— Directions —
Retype each of the records below exactly, leaving the pictures out.

Records for processing below:

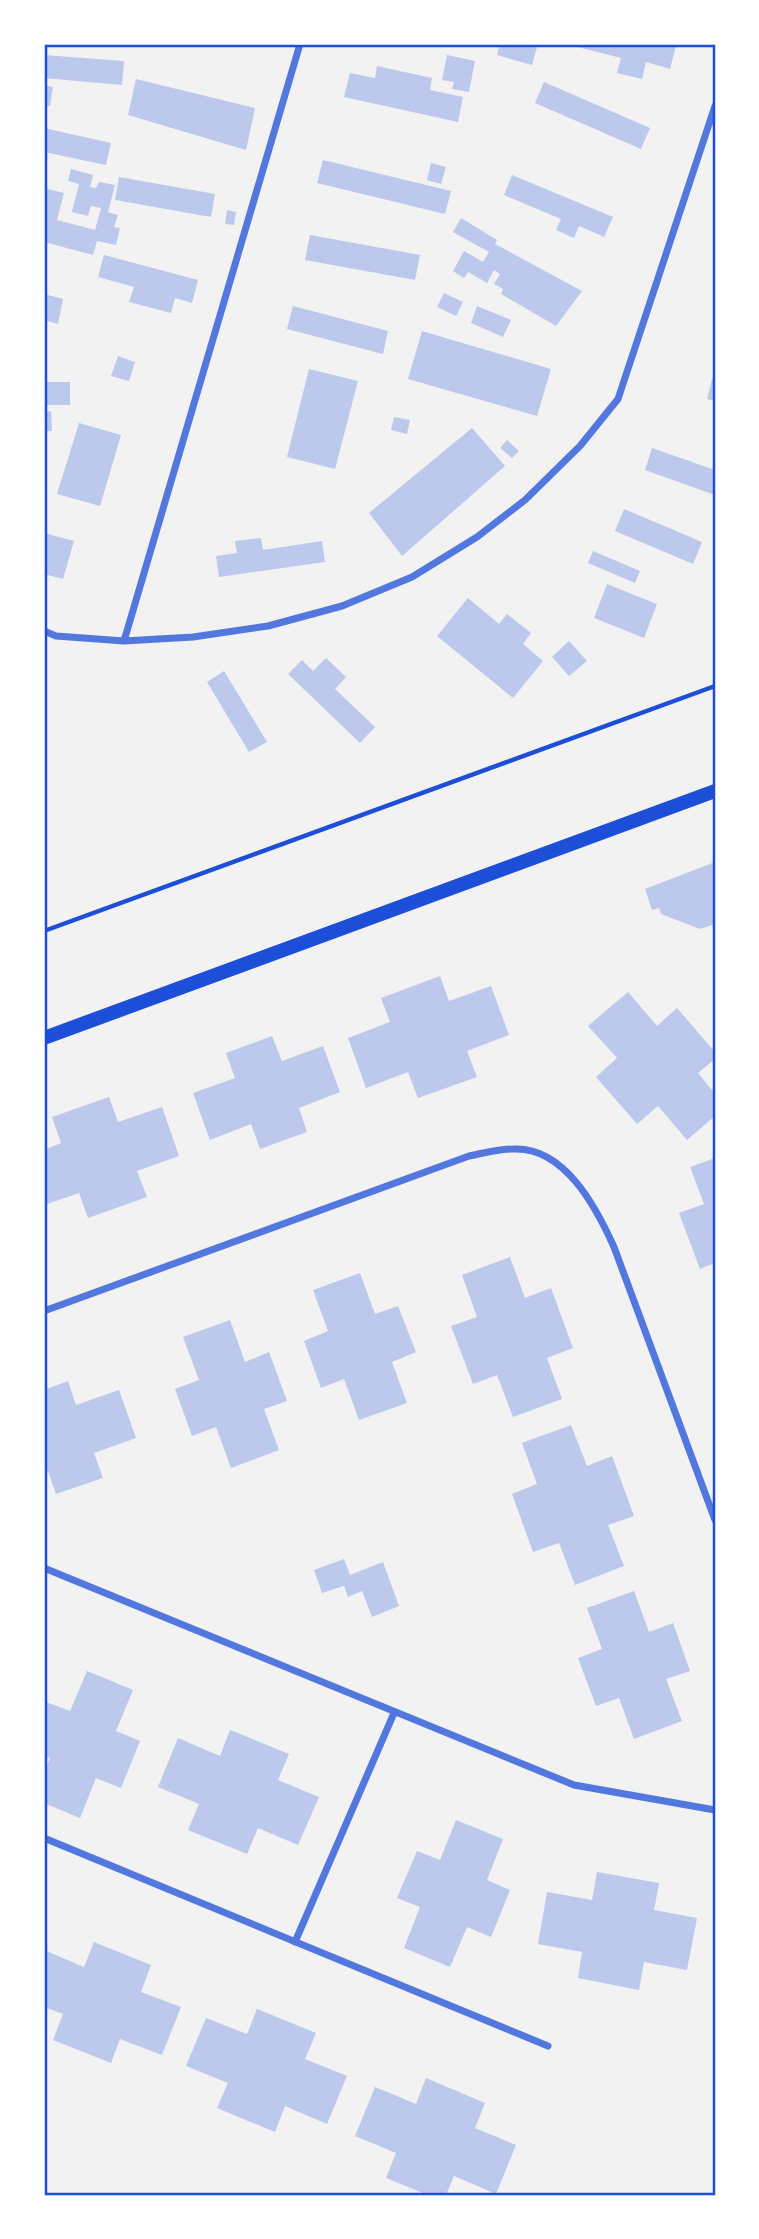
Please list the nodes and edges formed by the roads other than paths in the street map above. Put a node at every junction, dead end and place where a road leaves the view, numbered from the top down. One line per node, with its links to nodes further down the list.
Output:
1 (300, 44): 4 (street)
2 (715, 106): 4 (street)
3 (44, 631): 4 (street)
4 (124, 640)
5 (715, 791): 6 (main road)
6 (44, 1038)
7 (44, 1311): 8 (street)
8 (715, 1520)
9 (44, 1568): 10 (street)
10 (394, 1713): 11 (street); 13 (street)
11 (715, 1810)
12 (44, 1838): 13 (street)
13 (295, 1942): 14 (street)
14 (548, 2046)

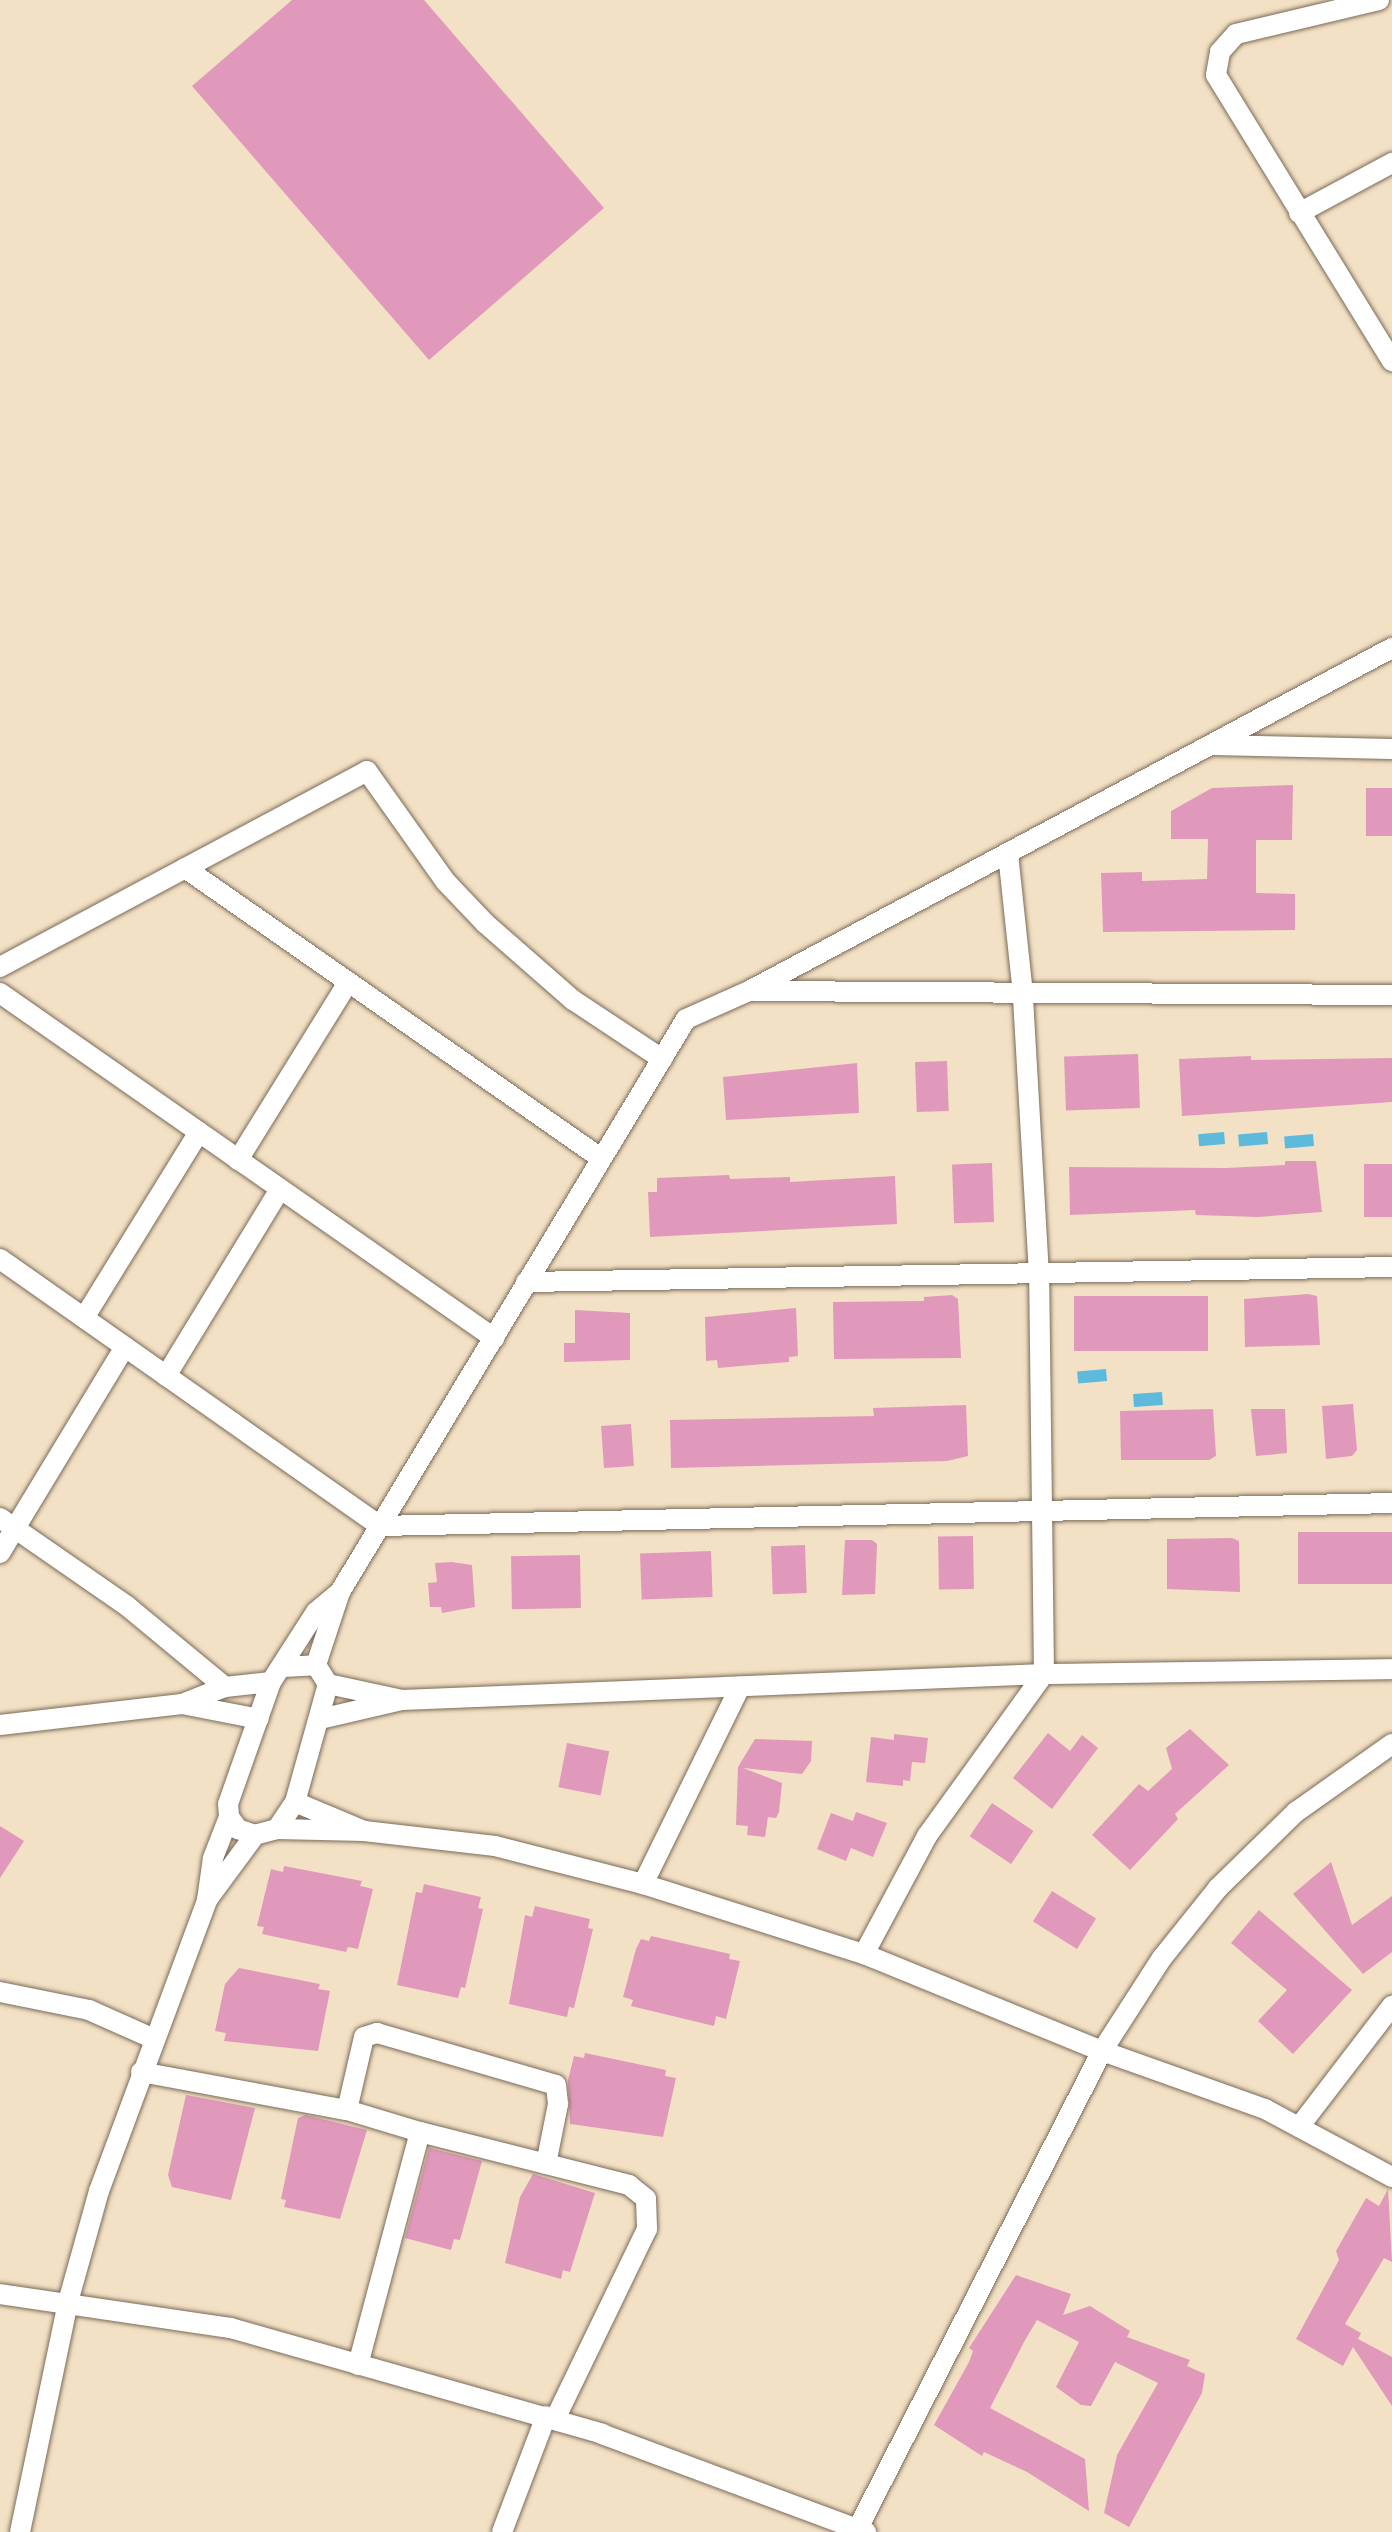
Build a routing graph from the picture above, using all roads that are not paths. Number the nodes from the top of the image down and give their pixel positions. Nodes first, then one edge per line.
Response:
1 (1379, 0) edge
2 (1392, 163) edge
3 (1299, 213) junction
4 (1392, 361) edge
5 (1392, 648) edge
6 (1210, 745) junction
7 (1392, 749) edge
8 (1008, 853) junction
9 (185, 868) junction
10 (0, 967) edge
11 (347, 984) junction
12 (749, 991) junction
13 (0, 993) edge
14 (1023, 994) junction
15 (1392, 995) edge
16 (662, 1059) junction
17 (199, 1132) junction
18 (602, 1159) junction
19 (238, 1160) junction
20 (280, 1189) junction
21 (0, 1259) edge
22 (1392, 1267) edge
23 (1039, 1275) junction
24 (526, 1282) junction
25 (84, 1318) junction
26 (494, 1338) junction
27 (125, 1347) junction
28 (166, 1376) junction
29 (1392, 1503) edge
30 (1044, 1511) junction
31 (7, 1523) edge
32 (380, 1526) junction
33 (0, 1553) edge
34 (340, 1592) junction
35 (316, 1665) junction
36 (1392, 1669) edge
37 (277, 1674) junction
38 (1044, 1674) junction
39 (328, 1684) junction
40 (225, 1687) junction
41 (740, 1687) junction
42 (402, 1700) junction
43 (182, 1704) junction
44 (259, 1719) junction
45 (320, 1719) junction
46 (0, 1725) edge
47 (1392, 1744) edge
48 (295, 1802) junction
49 (229, 1817) junction
50 (277, 1829) junction
51 (364, 1831) junction
52 (255, 1835) junction
53 (643, 1884) junction
54 (207, 1900) junction
55 (864, 1954) junction
56 (0, 1992) edge
57 (1392, 2006) edge
58 (154, 2039) junction
59 (1102, 2051) junction
60 (141, 2072) junction
61 (347, 2110) junction
62 (1299, 2127) junction
63 (420, 2132) junction
64 (546, 2164) junction
65 (1392, 2177) edge
66 (0, 2294) edge
67 (68, 2302) junction
68 (358, 2365) junction
69 (551, 2418) junction
70 (860, 2531) edge
71 (20, 2532) edge
72 (502, 2532) edge

1 - 3 street
2 - 3 street
3 - 4 street
5 - 6 street
6 - 7 street
6 - 8 street
8 - 12 street
8 - 14 street
9 - 10 street
9 - 11 street
9 - 16 street
11 - 18 street
11 - 19 street
12 - 14 street
12 - 16 street
13 - 17 street
14 - 15 street
14 - 23 street
16 - 18 street
17 - 19 street
17 - 25 street
18 - 24 street
19 - 20 street
20 - 26 street
20 - 28 street
21 - 25 street
22 - 23 street
23 - 24 street
23 - 30 street
24 - 26 street
25 - 27 street
26 - 32 street
27 - 28 street
27 - 31 street
28 - 32 street
29 - 30 street
30 - 32 street
30 - 38 street
31 - 33 street
31 - 40 street
32 - 34 street
34 - 35 street
34 - 37 street
35 - 37 street
35 - 39 street
36 - 38 street
37 - 40 street
37 - 44 street
38 - 41 street
38 - 55 street
39 - 42 street
39 - 45 street
40 - 43 street
41 - 42 street
41 - 53 street
42 - 45 street
43 - 44 street
43 - 46 street
44 - 49 street
45 - 48 street
47 - 59 street
48 - 50 street
48 - 51 street
49 - 52 street
49 - 54 street
50 - 51 street
50 - 52 street
51 - 53 street
52 - 54 street
53 - 55 street
54 - 58 street
55 - 59 street
56 - 58 street
57 - 62 street
58 - 60 street
59 - 62 street
59 - 70 street
60 - 61 street
60 - 67 street
61 - 63 street
61 - 64 street
62 - 65 street
63 - 64 street
63 - 68 street
64 - 69 street
66 - 67 street
67 - 68 street
67 - 71 street
68 - 69 street
69 - 70 street
69 - 72 street

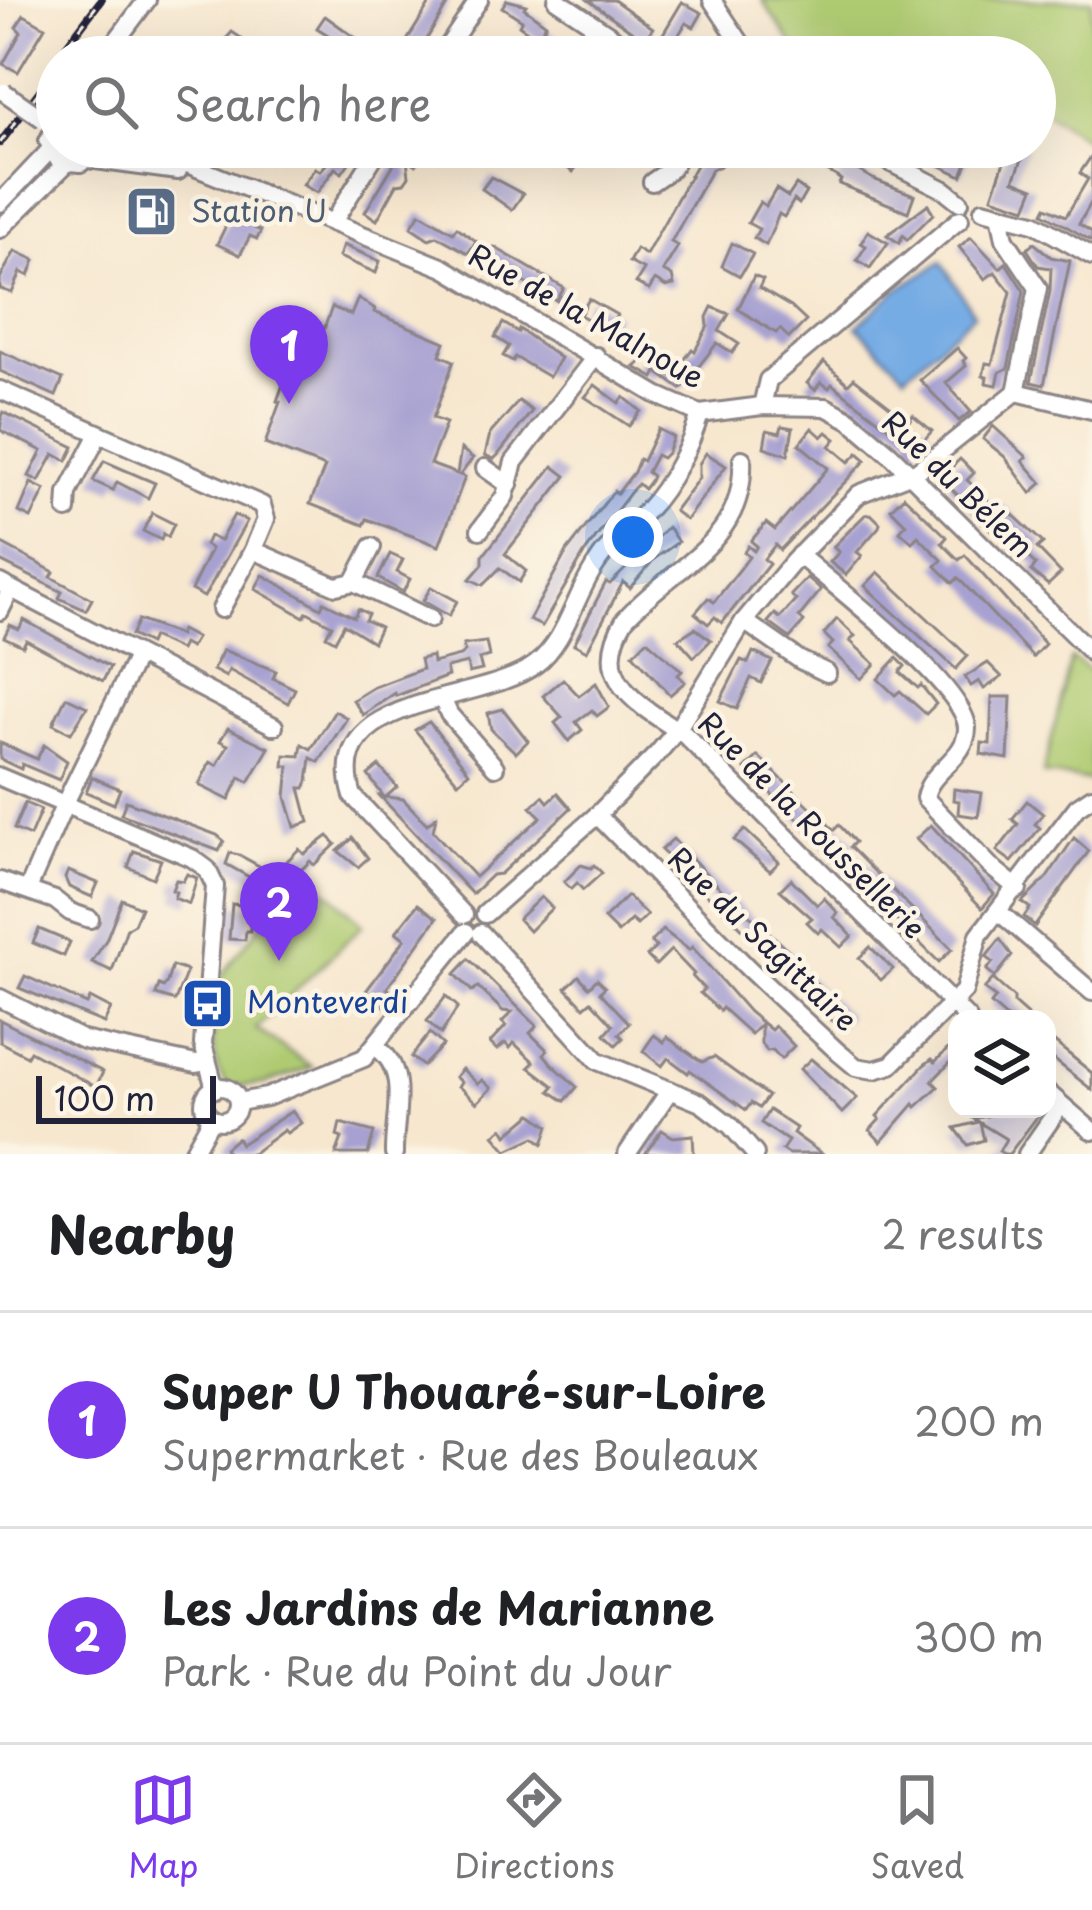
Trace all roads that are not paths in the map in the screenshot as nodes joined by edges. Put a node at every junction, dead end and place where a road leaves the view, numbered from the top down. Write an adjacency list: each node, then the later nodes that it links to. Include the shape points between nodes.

End of Records for processing.

— Exercise solution —
Please list the nodes and edges formed by the roads other than paths in the street map above. Put a node at every junction, dead end and place where a road leaves the view, numbered from the top down. One line per node, with its links to nodes further down the list.
Output:
1 (300, 44): 4 (street)
2 (715, 106): 4 (street)
3 (44, 631): 4 (street)
4 (124, 640)
5 (715, 791): 6 (main road)
6 (44, 1038)
7 (44, 1311): 8 (street)
8 (715, 1520)
9 (44, 1568): 10 (street)
10 (394, 1713): 11 (street); 13 (street)
11 (715, 1810)
12 (44, 1838): 13 (street)
13 (295, 1942): 14 (street)
14 (548, 2046)

Build a routing graph from the picture above, using all roads that are not paths. Number the nodes from the top of the image down and give their pixel positions. Nodes first, then one edge per line.
Response:
1 (1379, 0) edge
2 (1392, 163) edge
3 (1299, 213) junction
4 (1392, 361) edge
5 (1392, 648) edge
6 (1210, 745) junction
7 (1392, 749) edge
8 (1008, 853) junction
9 (185, 868) junction
10 (0, 967) edge
11 (347, 984) junction
12 (749, 991) junction
13 (0, 993) edge
14 (1023, 994) junction
15 (1392, 995) edge
16 (662, 1059) junction
17 (199, 1132) junction
18 (602, 1159) junction
19 (238, 1160) junction
20 (280, 1189) junction
21 (0, 1259) edge
22 (1392, 1267) edge
23 (1039, 1275) junction
24 (526, 1282) junction
25 (84, 1318) junction
26 (494, 1338) junction
27 (125, 1347) junction
28 (166, 1376) junction
29 (1392, 1503) edge
30 (1044, 1511) junction
31 (7, 1523) edge
32 (380, 1526) junction
33 (0, 1553) edge
34 (340, 1592) junction
35 (316, 1665) junction
36 (1392, 1669) edge
37 (277, 1674) junction
38 (1044, 1674) junction
39 (328, 1684) junction
40 (225, 1687) junction
41 (740, 1687) junction
42 (402, 1700) junction
43 (182, 1704) junction
44 (259, 1719) junction
45 (320, 1719) junction
46 (0, 1725) edge
47 (1392, 1744) edge
48 (295, 1802) junction
49 (229, 1817) junction
50 (277, 1829) junction
51 (364, 1831) junction
52 (255, 1835) junction
53 (643, 1884) junction
54 (207, 1900) junction
55 (864, 1954) junction
56 (0, 1992) edge
57 (1392, 2006) edge
58 (154, 2039) junction
59 (1102, 2051) junction
60 (141, 2072) junction
61 (347, 2110) junction
62 (1299, 2127) junction
63 (420, 2132) junction
64 (546, 2164) junction
65 (1392, 2177) edge
66 (0, 2294) edge
67 (68, 2302) junction
68 (358, 2365) junction
69 (551, 2418) junction
70 (860, 2531) edge
71 (20, 2532) edge
72 (502, 2532) edge

1 - 3 street
2 - 3 street
3 - 4 street
5 - 6 street
6 - 7 street
6 - 8 street
8 - 12 street
8 - 14 street
9 - 10 street
9 - 11 street
9 - 16 street
11 - 18 street
11 - 19 street
12 - 14 street
12 - 16 street
13 - 17 street
14 - 15 street
14 - 23 street
16 - 18 street
17 - 19 street
17 - 25 street
18 - 24 street
19 - 20 street
20 - 26 street
20 - 28 street
21 - 25 street
22 - 23 street
23 - 24 street
23 - 30 street
24 - 26 street
25 - 27 street
26 - 32 street
27 - 28 street
27 - 31 street
28 - 32 street
29 - 30 street
30 - 32 street
30 - 38 street
31 - 33 street
31 - 40 street
32 - 34 street
34 - 35 street
34 - 37 street
35 - 37 street
35 - 39 street
36 - 38 street
37 - 40 street
37 - 44 street
38 - 41 street
38 - 55 street
39 - 42 street
39 - 45 street
40 - 43 street
41 - 42 street
41 - 53 street
42 - 45 street
43 - 44 street
43 - 46 street
44 - 49 street
45 - 48 street
47 - 59 street
48 - 50 street
48 - 51 street
49 - 52 street
49 - 54 street
50 - 51 street
50 - 52 street
51 - 53 street
52 - 54 street
53 - 55 street
54 - 58 street
55 - 59 street
56 - 58 street
57 - 62 street
58 - 60 street
59 - 62 street
59 - 70 street
60 - 61 street
60 - 67 street
61 - 63 street
61 - 64 street
62 - 65 street
63 - 64 street
63 - 68 street
64 - 69 street
66 - 67 street
67 - 68 street
67 - 71 street
68 - 69 street
69 - 70 street
69 - 72 street

Trace all roads that are not paths in the map in the screenshot as nodes joined by edges. Put a node at every junction, dead end and place where a road leaves the view, numbered from the top down. Write an adjacency list: each node, then the later nodes that it links to. Include the shape points between nodes.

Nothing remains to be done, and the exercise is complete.